→ Recorded data
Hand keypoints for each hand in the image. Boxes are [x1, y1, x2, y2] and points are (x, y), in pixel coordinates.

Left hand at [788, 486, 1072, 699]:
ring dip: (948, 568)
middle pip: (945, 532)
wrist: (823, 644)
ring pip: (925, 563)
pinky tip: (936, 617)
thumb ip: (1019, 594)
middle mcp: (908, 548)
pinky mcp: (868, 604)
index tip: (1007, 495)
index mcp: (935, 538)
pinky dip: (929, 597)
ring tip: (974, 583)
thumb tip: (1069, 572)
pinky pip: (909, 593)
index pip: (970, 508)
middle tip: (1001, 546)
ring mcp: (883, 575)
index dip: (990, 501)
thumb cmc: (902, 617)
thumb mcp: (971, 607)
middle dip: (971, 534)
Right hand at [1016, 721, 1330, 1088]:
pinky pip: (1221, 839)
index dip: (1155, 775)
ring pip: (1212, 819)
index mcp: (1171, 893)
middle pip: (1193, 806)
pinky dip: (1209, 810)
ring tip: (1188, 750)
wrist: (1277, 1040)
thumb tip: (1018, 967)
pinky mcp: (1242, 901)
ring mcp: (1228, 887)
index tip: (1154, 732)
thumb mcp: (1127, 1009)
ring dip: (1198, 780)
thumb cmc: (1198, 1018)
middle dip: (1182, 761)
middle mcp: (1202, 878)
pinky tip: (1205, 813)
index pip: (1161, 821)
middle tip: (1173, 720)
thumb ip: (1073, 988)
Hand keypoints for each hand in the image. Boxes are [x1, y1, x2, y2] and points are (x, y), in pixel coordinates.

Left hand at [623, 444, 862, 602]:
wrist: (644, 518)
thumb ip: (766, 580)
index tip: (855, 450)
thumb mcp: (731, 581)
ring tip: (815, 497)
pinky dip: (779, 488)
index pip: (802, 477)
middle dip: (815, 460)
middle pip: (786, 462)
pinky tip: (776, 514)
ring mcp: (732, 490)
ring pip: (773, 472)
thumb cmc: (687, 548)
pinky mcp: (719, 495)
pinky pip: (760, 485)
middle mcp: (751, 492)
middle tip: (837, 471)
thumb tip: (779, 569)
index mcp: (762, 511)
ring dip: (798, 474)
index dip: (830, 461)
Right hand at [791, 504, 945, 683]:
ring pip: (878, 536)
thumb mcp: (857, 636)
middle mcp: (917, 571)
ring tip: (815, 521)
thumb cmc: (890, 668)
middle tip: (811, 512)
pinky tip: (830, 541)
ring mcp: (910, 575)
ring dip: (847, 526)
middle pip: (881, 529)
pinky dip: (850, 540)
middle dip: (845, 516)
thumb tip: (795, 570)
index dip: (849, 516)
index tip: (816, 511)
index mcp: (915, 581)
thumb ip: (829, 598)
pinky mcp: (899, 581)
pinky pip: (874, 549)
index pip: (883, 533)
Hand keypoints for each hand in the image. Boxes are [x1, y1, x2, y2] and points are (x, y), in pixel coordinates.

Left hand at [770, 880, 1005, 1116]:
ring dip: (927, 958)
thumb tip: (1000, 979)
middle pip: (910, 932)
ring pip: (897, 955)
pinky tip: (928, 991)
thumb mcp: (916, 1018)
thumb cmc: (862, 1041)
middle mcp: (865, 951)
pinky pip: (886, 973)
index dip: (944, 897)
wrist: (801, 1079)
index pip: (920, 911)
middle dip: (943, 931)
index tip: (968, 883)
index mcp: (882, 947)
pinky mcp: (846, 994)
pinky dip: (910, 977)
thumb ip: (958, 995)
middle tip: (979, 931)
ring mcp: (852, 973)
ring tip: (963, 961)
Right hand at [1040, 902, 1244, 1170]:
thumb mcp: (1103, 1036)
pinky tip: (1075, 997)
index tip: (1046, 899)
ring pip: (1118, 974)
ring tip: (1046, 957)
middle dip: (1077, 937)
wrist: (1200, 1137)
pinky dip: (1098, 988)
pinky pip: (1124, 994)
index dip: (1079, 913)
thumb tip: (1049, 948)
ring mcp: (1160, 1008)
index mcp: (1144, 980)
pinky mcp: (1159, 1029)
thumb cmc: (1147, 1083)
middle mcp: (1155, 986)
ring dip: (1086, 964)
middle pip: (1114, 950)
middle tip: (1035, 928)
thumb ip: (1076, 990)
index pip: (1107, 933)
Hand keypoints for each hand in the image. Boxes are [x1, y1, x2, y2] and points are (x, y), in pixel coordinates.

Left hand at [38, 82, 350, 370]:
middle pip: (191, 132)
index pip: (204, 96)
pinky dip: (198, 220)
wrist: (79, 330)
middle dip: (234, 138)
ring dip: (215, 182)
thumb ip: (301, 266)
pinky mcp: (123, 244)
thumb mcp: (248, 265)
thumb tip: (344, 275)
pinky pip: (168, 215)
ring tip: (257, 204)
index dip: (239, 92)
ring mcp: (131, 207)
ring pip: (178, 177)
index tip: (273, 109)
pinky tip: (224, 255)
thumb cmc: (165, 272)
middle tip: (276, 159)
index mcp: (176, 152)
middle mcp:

→ What you have to do
Reproduce, exactly and with nothing added, the lines from the one that includes "thumb tip: (344, 275)" through the last line of the material.

→ Written response
thumb tip: (344, 275)
pinky pip: (168, 215)
ring tip: (257, 204)
index dip: (239, 92)
ring mcp: (131, 207)
ring pip: (178, 177)
index tip: (273, 109)
pinky tip: (224, 255)
thumb cmc: (165, 272)
middle tip: (276, 159)
index mcp: (176, 152)
middle mcp:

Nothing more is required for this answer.